Parece que el centenario del nacimiento de Iris Murdoch está sirviendo para catalizar por fin, y consolidar, al menos en España, la reputación siempre difusa de esta escritora maravillosa. Algo tendrá que ver con ello, me digo, la tenaz labor de proselitismo que desde hace años viene desarrollando un puñado cada vez más numeroso de admiradores entusiastas, entre los que se cuentan –y no en último lugar– los participantes de este dossier de homenaje.
El encanto de las novelas de Murdoch es tal, que obra en contra de su prestigio. A este propósito, ya una vez cité desde aquí mismo lo que escribió Borges sobre Pasaje a la India, de E. M. Forster: "Sé de lectores muy austeros que han dicho que nadie les convencerá de la importancia de un libro tan ameno". La obra entera de Murdoch se resiente de una rémora semejante. Hace falta acudir a la autoridad de lectores tan eminentes como Martin Amis, Harold Bloom, A. S. Byatt, Anthony Burgess o Steiner para persuadirse –¡a buenas horas!– de que uno se las está viendo con una de las más relevantes, audaces y concernientes novelistas del siglo XX, y la que con más convencimiento confió en los poderes de la literatura como instrumento de la verdad.
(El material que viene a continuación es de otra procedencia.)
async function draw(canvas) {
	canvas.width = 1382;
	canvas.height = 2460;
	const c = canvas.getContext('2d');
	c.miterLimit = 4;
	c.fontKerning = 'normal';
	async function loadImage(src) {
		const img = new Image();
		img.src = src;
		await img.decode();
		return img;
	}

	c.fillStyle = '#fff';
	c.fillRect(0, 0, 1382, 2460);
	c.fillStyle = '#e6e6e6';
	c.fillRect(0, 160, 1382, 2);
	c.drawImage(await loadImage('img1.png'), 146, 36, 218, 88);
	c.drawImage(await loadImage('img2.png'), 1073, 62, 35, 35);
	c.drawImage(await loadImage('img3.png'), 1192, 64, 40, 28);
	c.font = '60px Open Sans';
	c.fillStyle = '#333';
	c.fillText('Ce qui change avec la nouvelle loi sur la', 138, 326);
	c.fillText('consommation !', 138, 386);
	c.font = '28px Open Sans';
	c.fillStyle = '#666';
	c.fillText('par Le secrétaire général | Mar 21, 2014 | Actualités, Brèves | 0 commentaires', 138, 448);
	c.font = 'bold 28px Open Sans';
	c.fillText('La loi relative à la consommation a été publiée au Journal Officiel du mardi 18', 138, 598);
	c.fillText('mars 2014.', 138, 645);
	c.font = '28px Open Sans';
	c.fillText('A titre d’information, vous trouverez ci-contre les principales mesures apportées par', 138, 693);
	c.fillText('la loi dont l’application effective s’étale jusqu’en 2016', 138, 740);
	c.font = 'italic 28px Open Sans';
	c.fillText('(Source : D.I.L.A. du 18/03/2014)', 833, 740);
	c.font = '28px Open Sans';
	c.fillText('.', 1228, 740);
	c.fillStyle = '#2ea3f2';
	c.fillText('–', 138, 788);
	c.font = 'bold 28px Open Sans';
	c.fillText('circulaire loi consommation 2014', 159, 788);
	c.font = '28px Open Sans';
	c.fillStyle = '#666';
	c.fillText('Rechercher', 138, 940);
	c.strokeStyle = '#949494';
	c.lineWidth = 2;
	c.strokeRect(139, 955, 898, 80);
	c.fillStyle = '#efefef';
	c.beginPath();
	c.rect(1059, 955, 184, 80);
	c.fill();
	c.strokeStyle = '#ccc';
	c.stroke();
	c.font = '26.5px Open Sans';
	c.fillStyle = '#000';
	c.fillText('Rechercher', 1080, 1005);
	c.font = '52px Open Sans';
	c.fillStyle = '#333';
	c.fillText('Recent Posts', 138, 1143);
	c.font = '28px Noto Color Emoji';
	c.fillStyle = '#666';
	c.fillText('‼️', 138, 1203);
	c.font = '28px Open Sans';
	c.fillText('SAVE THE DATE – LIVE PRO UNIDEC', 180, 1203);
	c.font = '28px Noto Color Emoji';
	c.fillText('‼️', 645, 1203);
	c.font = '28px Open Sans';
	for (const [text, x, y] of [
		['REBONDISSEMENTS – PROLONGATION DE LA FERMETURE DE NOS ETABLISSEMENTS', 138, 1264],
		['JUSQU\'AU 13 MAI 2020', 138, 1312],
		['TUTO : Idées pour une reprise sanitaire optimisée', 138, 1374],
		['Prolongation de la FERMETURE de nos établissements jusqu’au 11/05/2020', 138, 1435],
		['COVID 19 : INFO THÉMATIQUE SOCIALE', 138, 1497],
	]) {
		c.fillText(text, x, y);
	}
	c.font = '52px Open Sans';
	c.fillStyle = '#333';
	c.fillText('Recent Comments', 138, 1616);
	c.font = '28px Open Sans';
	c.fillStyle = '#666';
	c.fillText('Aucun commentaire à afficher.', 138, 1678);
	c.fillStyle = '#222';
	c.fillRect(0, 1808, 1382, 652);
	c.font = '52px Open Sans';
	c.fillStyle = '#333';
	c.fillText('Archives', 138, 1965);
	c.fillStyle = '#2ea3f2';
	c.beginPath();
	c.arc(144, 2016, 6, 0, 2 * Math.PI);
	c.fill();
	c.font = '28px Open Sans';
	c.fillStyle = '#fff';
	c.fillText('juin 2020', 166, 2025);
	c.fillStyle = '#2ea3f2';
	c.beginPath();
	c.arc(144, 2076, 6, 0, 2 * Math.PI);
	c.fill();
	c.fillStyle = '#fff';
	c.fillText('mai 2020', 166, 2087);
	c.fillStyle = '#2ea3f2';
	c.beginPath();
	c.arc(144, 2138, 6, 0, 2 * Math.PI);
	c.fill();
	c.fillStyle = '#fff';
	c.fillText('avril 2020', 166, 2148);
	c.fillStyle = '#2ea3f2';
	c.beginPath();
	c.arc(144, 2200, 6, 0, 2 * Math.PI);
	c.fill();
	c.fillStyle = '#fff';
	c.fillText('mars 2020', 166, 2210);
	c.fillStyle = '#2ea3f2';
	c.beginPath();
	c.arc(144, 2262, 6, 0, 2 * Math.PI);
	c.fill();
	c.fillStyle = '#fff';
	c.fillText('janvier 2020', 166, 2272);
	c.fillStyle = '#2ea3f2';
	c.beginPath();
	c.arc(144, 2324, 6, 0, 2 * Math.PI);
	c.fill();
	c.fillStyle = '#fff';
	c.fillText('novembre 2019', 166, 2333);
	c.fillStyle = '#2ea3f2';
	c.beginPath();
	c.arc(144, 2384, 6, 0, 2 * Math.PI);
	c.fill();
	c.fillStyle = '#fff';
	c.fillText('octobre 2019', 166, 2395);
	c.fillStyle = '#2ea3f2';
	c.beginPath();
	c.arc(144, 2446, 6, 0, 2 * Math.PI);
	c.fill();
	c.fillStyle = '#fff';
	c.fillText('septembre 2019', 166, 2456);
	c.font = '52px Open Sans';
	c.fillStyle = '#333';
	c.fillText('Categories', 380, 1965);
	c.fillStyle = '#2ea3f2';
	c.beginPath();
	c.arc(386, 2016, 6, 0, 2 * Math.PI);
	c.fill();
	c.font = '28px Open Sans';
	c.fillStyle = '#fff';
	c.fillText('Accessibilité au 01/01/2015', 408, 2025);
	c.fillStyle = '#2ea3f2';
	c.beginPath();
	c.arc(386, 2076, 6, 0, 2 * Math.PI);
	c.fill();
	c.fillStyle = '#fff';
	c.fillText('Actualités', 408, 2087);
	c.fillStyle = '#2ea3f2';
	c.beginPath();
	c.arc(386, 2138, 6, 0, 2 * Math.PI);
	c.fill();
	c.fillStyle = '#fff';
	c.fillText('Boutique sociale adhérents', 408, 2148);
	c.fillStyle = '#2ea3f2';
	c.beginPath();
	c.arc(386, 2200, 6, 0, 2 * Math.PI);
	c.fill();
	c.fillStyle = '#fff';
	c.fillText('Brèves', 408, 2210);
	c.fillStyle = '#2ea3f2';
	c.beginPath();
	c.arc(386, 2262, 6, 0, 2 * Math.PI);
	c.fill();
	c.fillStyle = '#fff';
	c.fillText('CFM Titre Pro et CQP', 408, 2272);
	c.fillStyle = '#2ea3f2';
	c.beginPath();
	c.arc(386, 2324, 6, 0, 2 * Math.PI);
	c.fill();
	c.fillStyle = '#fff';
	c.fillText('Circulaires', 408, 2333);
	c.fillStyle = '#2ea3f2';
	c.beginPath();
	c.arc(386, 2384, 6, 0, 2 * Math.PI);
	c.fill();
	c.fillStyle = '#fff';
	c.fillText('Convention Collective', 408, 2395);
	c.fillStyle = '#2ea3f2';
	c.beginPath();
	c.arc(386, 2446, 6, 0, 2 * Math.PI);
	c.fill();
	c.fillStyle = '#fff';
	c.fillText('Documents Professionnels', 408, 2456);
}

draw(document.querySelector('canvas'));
A la lectura de Iris Murdoch me condujo mi trabajo como editor de las obras completas de Elias Canetti. Otro día les hablaré de la relación entre ambos. Pero lo que sobre todo me decidió a leer las novelas de Murdoch fue el enterarme de la veneración que le profesaba mi –a su vez– venerado Álvaro Pombo, el novelista español que mejor ha integrado y asimilado, para fortuna de todos, el magisterio de Murdoch (seguido, cada vez más cerca, por Torné).
El encanto de las obras de Murdoch es tal que obra contra su prestigio, pero es de las más relevantes y audaces
Uno de los efectos característicos de las siempre edificantes novelas de Murdoch es el de hacer sentir como una especie de mandato el impulso de incitar a otros a su lectura. Lo mueve a uno la convicción de estar haciéndoles un bien moral que ha de repercutir, en última instancia, en una mejora del mundo. Puede que les parezca que estoy exagerando un poco; pero sólo un poco, créanme. El caso es que la risa y el entretenimiento, sin duda, pero también la ejemplaridad de tantas situaciones novelescas –siempre divertidamente complejas– en que se exploran, con extraordinaria penetración psicológica, las conexiones entre lo bueno y lo real (entendiendo por bueno cuanto contribuye a reconocer la realidad tal cual es, sin el velo de las ilusiones personales), constituyen toda una invitación a ensayar para uno mismo lo que se entiende por una vida recta. Me he referido alguna vez a la narrativa de Murdoch como "una épica de la virtud".
Iris Murdoch es la gran fabuladora del enamoramiento, para mucha gente –dice– "la experiencia más extraordinaria y más reveladora de su vida". Es, además, una asombrosa indagadora de la pasión amorosa, el tablero en que opta plantear los dilemas morales que abruman a sus personajes. "El amor es una cosa extraña", se lee en El sueño de Bruno. "No hay duda de que él y sólo él mantiene el mundo en movimiento. Es nuestra única actividad significativa […] Suena la señal, y la gran luz se enciende revelando quizá la realidad o quizá la ilusión […] El amor no conoce convención alguna. Todo puede suceder, así que en cierto modo, en un terrible, terrible cierto modo, no hay ninguna imposibilidad."
De estas palabras cabe derivar toda la poética narrativa de Murdoch, que tampoco conoce convención alguna. En sus novelas, de corte aparentemente realista, todo puede suceder. Se trata de enrevesados y descacharrantes vodeviles en los que la autora fuerza con radical y alegre desinhibimiento el sentido de la verosimilitud. Por grande que sea la felicidad que aportan y la adicción que suscitan, no recomiendo leer seguidas las novelas de Murdoch, que tienen algo de partidas de ajedrez en las que se repiten, de una a otra, determinados tipos de personaje, determinados movimientos. Mucho mejor dejar transcurrir el tiempo suficiente para retomar, con impaciencia contenida, la portentosa y divertidísima mecánica de su imaginación.
Entretanto, cabe esperar que se traduzcan por fin (¡por favor!) algunos títulos pendientes aún, y que se recuperen de una vez títulos tan absolutamente recomendables como La campana, Una derrota bastante honrosa o La máquina del amor sagrado y profano, por mencionar tres que pertenecen a la abultada lista de sus novelas más memorables (casi todas), cada una de las cuales se basta por sí sola para persuadir al lector más reticente del genio y la bondad impagables de quien, con sobrados motivos, fue considera en su día "la mujer más brillante de Inglaterra".